Rifkin. Decisamente sì, nel senso che il master plan è stato completato. Ora dovranno attuarlo. Siamo ancora ai primi passi, ma gli strumenti tecnologici ci sono, lo schema dei master plan funziona, e si può creare una quantità impressionante di posti di lavoro. Un aspetto importante del nostro lavoro è che noi proponiamo un vero e proprio piano di sviluppo economico, non un piano sul clima o sull’energia. Resta aperta la questione relativa a quanto in fretta riusciremo a fare tutto ciò, e se faremo in tempo, ma ci stiamo provando davvero.
Moretti. Il nesso tra sviluppo sostenibile, crescita economica e occupazione delinea uno scenario di grande interesse.
Rifkin. Noi poniamo l’accento sugli investimenti, non sulla spesa pubblica. La critica che ci viene avanzata è: come realizzare un’infrastruttura simile in tempi di rigore, in una fase in cui il deficit, il debito e la recessione economica hanno toccato livelli inediti dagli anni Trenta a oggi? La risposta è semplice. Ogni regione, ogni città, genera il proprio prodotto interno lordo e ogni anno una determinata percentuale di questo Pil generato localmente viene reinvestita. Strade, ponti, case, reti di distribuzione energetica, infrastrutture logistiche: non importa se le cose vanno bene o vanno male, una parte del Pil viene comunque ridestinata alle opere di miglioria. Prendiamo il caso di Roma: abbiamo messo insieme un team di sviluppatori che può contare sulle migliori professionalità a livello mondiale che ha stimato di cosa avrà bisogno la città per i prossimi vent’anni.

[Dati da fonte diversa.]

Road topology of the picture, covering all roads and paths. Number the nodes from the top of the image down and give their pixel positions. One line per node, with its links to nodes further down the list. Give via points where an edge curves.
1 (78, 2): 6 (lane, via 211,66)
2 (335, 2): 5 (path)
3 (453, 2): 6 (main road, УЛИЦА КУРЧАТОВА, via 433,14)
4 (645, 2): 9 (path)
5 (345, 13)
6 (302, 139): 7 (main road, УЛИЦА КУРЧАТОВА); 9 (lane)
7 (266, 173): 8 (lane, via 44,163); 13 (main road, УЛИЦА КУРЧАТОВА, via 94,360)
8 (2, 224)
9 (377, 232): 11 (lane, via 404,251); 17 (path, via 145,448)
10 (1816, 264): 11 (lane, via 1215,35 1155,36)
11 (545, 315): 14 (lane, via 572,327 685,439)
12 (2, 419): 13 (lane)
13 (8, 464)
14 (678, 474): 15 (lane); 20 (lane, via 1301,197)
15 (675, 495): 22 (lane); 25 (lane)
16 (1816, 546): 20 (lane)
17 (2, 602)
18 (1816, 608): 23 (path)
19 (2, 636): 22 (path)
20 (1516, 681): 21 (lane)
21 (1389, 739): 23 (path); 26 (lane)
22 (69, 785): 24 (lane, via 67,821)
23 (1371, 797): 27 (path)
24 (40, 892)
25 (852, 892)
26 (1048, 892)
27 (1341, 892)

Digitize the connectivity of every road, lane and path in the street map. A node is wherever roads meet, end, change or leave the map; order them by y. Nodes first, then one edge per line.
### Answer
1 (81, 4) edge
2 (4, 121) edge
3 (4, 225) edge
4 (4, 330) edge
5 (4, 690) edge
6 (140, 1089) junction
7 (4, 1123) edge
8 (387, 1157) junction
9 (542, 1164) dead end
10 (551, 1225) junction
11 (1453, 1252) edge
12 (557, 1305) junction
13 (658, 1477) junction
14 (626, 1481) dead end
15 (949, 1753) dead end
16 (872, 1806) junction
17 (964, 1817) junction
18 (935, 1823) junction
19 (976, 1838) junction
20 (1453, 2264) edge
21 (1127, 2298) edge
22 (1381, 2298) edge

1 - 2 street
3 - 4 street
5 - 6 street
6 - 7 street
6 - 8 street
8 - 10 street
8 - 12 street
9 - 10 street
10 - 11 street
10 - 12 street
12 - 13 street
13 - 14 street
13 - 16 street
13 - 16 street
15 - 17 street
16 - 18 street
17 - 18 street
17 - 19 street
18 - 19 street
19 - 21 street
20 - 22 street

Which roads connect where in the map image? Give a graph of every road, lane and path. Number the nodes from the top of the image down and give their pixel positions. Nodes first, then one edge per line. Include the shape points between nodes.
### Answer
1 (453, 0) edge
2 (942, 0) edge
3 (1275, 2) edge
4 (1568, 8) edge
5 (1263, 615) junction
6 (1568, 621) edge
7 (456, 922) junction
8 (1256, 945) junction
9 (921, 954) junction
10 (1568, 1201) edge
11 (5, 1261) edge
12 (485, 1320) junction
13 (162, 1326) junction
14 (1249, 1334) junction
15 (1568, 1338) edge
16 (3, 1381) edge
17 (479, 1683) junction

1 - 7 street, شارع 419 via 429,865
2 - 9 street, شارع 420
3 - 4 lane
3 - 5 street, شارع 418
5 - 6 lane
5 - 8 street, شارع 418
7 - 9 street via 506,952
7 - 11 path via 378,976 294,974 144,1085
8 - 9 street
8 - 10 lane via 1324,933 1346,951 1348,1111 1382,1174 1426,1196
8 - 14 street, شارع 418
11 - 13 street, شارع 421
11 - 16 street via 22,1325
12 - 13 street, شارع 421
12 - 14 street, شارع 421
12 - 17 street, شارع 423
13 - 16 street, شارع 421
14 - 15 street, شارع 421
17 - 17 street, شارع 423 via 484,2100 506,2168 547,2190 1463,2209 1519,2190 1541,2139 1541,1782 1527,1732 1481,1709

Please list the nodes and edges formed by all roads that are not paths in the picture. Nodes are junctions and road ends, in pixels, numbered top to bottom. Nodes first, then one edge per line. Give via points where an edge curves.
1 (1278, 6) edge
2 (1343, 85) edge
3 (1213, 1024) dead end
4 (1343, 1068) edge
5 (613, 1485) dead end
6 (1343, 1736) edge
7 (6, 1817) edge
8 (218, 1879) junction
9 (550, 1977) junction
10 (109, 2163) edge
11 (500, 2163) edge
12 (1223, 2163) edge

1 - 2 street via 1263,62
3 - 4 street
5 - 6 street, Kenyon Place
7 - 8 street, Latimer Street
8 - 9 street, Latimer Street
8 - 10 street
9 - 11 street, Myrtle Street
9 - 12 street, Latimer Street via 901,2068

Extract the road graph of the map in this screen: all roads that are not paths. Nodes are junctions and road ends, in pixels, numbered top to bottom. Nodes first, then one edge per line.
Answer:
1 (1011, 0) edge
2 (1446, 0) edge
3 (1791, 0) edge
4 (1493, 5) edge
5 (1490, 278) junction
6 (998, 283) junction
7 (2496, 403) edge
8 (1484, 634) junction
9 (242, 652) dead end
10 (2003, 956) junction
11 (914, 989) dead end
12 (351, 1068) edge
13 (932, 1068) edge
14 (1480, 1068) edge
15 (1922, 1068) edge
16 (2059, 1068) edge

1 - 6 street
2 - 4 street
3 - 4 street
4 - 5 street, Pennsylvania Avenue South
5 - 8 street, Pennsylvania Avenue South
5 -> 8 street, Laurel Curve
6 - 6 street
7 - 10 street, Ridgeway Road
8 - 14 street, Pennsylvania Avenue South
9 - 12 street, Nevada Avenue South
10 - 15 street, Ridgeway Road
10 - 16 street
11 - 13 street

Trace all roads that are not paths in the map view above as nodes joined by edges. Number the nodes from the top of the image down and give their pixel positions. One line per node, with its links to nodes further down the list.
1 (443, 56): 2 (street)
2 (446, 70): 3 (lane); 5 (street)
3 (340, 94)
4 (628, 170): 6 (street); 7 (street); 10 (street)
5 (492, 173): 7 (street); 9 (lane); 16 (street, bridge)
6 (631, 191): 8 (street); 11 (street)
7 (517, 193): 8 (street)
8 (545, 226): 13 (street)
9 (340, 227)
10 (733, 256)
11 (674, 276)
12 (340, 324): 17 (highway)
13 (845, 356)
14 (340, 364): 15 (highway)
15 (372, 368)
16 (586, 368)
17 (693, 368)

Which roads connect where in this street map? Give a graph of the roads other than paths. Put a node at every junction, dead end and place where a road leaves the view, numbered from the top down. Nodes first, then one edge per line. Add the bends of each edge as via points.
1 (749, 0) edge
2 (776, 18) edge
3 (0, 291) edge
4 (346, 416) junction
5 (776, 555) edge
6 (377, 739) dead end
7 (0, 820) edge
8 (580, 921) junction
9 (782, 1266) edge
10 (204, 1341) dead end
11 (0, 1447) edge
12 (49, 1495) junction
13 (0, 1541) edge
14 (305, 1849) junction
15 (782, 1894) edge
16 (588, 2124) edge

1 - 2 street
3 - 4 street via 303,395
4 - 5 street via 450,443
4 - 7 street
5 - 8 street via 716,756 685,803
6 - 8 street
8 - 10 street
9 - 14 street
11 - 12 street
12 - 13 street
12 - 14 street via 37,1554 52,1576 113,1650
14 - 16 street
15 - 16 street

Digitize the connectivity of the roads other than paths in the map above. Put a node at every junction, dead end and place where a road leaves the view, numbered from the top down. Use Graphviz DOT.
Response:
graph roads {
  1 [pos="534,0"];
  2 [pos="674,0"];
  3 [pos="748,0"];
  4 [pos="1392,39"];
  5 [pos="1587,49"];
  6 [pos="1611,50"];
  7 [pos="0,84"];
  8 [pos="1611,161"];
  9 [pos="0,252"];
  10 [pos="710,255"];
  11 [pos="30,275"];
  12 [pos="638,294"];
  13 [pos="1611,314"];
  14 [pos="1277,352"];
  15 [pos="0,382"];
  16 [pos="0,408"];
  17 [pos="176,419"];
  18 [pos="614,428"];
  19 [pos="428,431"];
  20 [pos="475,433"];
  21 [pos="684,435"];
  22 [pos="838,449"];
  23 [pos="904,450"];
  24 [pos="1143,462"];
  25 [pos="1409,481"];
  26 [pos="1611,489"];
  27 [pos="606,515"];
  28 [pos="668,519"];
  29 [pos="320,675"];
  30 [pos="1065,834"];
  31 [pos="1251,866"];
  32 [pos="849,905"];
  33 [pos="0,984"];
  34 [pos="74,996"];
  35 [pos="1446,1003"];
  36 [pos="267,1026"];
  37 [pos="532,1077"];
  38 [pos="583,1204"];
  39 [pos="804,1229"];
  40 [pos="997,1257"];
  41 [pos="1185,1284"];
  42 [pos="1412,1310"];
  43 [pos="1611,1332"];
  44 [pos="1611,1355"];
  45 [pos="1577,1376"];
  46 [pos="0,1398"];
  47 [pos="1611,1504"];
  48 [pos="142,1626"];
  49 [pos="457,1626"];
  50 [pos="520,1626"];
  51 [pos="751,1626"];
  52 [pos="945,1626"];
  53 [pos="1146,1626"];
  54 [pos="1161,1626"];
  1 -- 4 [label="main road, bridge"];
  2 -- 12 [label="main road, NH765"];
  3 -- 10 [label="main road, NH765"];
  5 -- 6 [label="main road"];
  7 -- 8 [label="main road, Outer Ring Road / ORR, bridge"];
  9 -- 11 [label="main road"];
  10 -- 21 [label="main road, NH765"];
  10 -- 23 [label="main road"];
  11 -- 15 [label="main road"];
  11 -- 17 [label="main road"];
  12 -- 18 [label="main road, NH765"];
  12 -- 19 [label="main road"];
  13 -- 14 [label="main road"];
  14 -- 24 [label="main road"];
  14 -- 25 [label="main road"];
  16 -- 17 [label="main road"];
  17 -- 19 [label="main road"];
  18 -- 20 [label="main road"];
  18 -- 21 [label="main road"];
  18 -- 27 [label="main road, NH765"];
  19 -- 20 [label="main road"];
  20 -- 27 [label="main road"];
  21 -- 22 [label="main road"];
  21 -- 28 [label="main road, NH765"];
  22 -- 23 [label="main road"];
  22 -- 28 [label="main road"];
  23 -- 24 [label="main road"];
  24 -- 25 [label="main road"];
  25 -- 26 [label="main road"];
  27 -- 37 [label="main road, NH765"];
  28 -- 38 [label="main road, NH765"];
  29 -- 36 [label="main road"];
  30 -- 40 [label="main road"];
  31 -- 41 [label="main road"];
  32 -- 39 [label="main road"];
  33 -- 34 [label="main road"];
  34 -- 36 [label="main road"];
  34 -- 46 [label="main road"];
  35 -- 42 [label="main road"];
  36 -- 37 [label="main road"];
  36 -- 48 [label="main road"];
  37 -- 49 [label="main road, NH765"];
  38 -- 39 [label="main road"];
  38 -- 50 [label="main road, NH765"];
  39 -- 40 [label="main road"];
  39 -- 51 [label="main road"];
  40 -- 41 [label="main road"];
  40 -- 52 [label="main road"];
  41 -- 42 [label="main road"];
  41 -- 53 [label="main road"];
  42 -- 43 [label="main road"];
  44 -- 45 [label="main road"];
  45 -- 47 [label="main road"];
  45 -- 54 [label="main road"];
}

Moretti. Dopo tante critiche alla cultura della programmazione, il fallimento dei piani triennali e quinquennali, voi proponete una specie di piano ventennale?
Rifkin. Proprio così. Dico di più: partiamo con un piano ventennale, e poi guardiamo ai trent’anni successivi. I prossimi vent’anni saranno quelli determinanti per la terza rivoluzione industriale a zero emissioni di carbonio.
Roma attualmente reinveste circa 25 miliardi di euro all’anno, sarebbe a dire un quinto del suo Pil. La media di investimenti necessari da noi prevista per i prossimi vent’anni è di circa 500 milioni di euro annui, 10 miliardi in 20 anni. Stando ai nostri calcoli, se Roma si limitasse a dedicare agli interventi da noi previsti l’1,5 per cento degli investimenti infrastrutturali che effettuerebbe in ogni caso, riuscirebbe a raggiungere gli obiettivi prefissati. Quindi complessivamente a Roma, per farcela, basterebbe spendere circa lo 0,3 per cento del proprio Pil. E tutto questo perché si prevede la creazione di partenariati pubblico-privato. Questo discorso vale naturalmente per tutte le città e le regioni finora prese in esame.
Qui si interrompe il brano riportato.